## Your goal
Could the data below please be reproduced word for word, without the pictures?
::: Task data
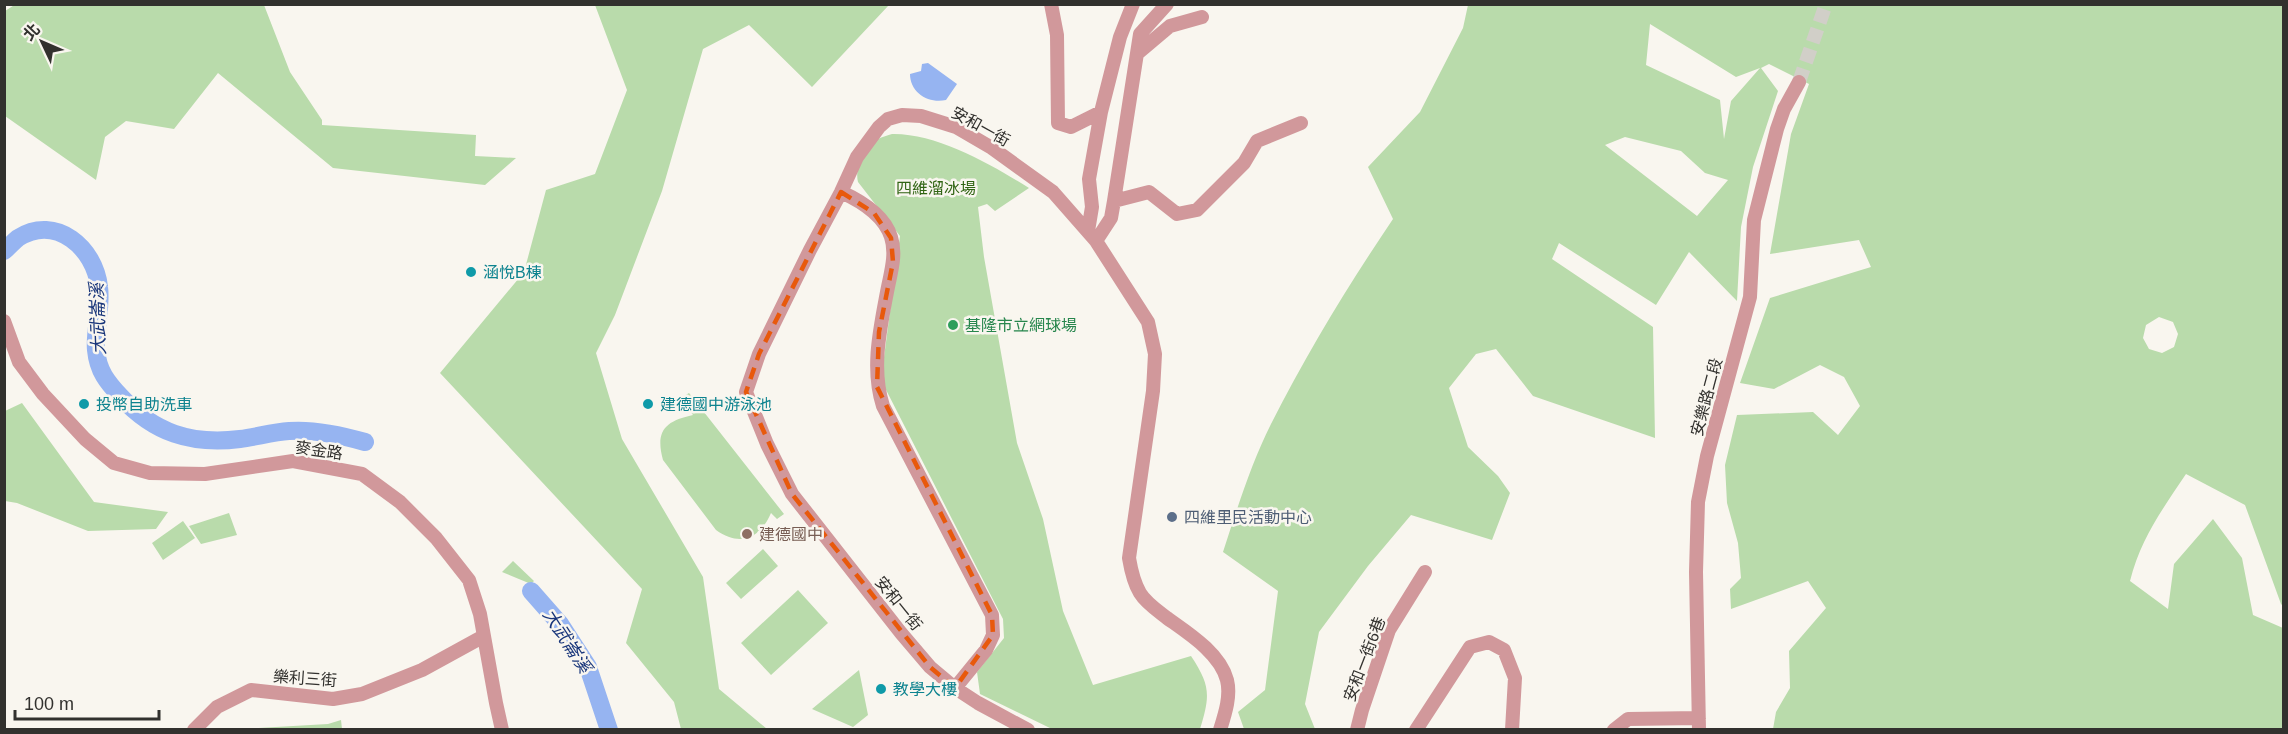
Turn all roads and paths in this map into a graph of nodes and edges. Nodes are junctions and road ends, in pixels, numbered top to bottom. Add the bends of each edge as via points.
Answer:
1 (1050, 4) edge
2 (1133, 4) edge
3 (1167, 4) edge
4 (1202, 17) dead end
5 (1138, 53) junction
6 (1799, 82) tunnel mouth
7 (1101, 112) junction
8 (1301, 123) dead end
9 (841, 192) junction
10 (1114, 201) junction
11 (1092, 236) junction
12 (4, 321) edge
13 (1425, 572) dead end
14 (484, 636) junction
15 (955, 687) junction
16 (1699, 724) edge
17 (194, 729) edge
18 (502, 729) edge
19 (1028, 729) edge
20 (1220, 729) edge
21 (1357, 729) edge
22 (1416, 729) edge
23 (1512, 729) edge
24 (1614, 729) edge

1 - 7 street via 1057,35 1058,123 1071,127
2 - 7 street via 1120,37
3 - 5 street via 1140,34
4 - 5 street via 1170,26
5 - 10 street
6 - 16 street, 安樂路二段 via 1777,129 1754,220 1750,297 1698,502
7 - 11 street via 1089,179
8 - 10 street via 1257,141 1244,163 1197,210 1177,214 1149,192
9 - 11 street, 安和一街 via 857,158 879,127 902,115 921,116 956,127 992,148 1053,192
9 - 15 street via 874,213 891,238 893,262 879,341 877,387 883,406 992,615 993,634 986,650
9 - 15 street, 安和一街 via 759,354 746,392 792,494 901,633 930,667
10 - 11 street via 1111,218
11 - 20 street, 安和一街 via 1148,322 1155,354 1129,558 1133,578 1140,594 1154,608 1214,656 1227,680 1227,706
12 - 14 street, 麥金路 via 20,362 43,394 114,463 150,473 205,474 293,461 362,474 400,502 470,580
13 - 21 street, 安和一街6巷 via 1389,630
14 - 17 street, 樂利三街 via 422,670 362,694 333,699 251,690 217,707
14 - 18 street, 麥金路
15 - 19 street, 安和一街
16 - 24 street via 1628,719
22 - 23 street via 1470,647 1488,642 1504,650 1515,678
::::::
## Written response
Turn all roads and paths in this map into a graph of nodes and edges. Nodes are junctions and road ends, in pixels, numbered top to bottom. Add the bends of each edge as via points.
Answer:
1 (1050, 4) edge
2 (1133, 4) edge
3 (1167, 4) edge
4 (1202, 17) dead end
5 (1138, 53) junction
6 (1799, 82) tunnel mouth
7 (1101, 112) junction
8 (1301, 123) dead end
9 (841, 192) junction
10 (1114, 201) junction
11 (1092, 236) junction
12 (4, 321) edge
13 (1425, 572) dead end
14 (484, 636) junction
15 (955, 687) junction
16 (1699, 724) edge
17 (194, 729) edge
18 (502, 729) edge
19 (1028, 729) edge
20 (1220, 729) edge
21 (1357, 729) edge
22 (1416, 729) edge
23 (1512, 729) edge
24 (1614, 729) edge

1 - 7 street via 1057,35 1058,123 1071,127
2 - 7 street via 1120,37
3 - 5 street via 1140,34
4 - 5 street via 1170,26
5 - 10 street
6 - 16 street, 安樂路二段 via 1777,129 1754,220 1750,297 1698,502
7 - 11 street via 1089,179
8 - 10 street via 1257,141 1244,163 1197,210 1177,214 1149,192
9 - 11 street, 安和一街 via 857,158 879,127 902,115 921,116 956,127 992,148 1053,192
9 - 15 street via 874,213 891,238 893,262 879,341 877,387 883,406 992,615 993,634 986,650
9 - 15 street, 安和一街 via 759,354 746,392 792,494 901,633 930,667
10 - 11 street via 1111,218
11 - 20 street, 安和一街 via 1148,322 1155,354 1129,558 1133,578 1140,594 1154,608 1214,656 1227,680 1227,706
12 - 14 street, 麥金路 via 20,362 43,394 114,463 150,473 205,474 293,461 362,474 400,502 470,580
13 - 21 street, 安和一街6巷 via 1389,630
14 - 17 street, 樂利三街 via 422,670 362,694 333,699 251,690 217,707
14 - 18 street, 麥金路
15 - 19 street, 安和一街
16 - 24 street via 1628,719
22 - 23 street via 1470,647 1488,642 1504,650 1515,678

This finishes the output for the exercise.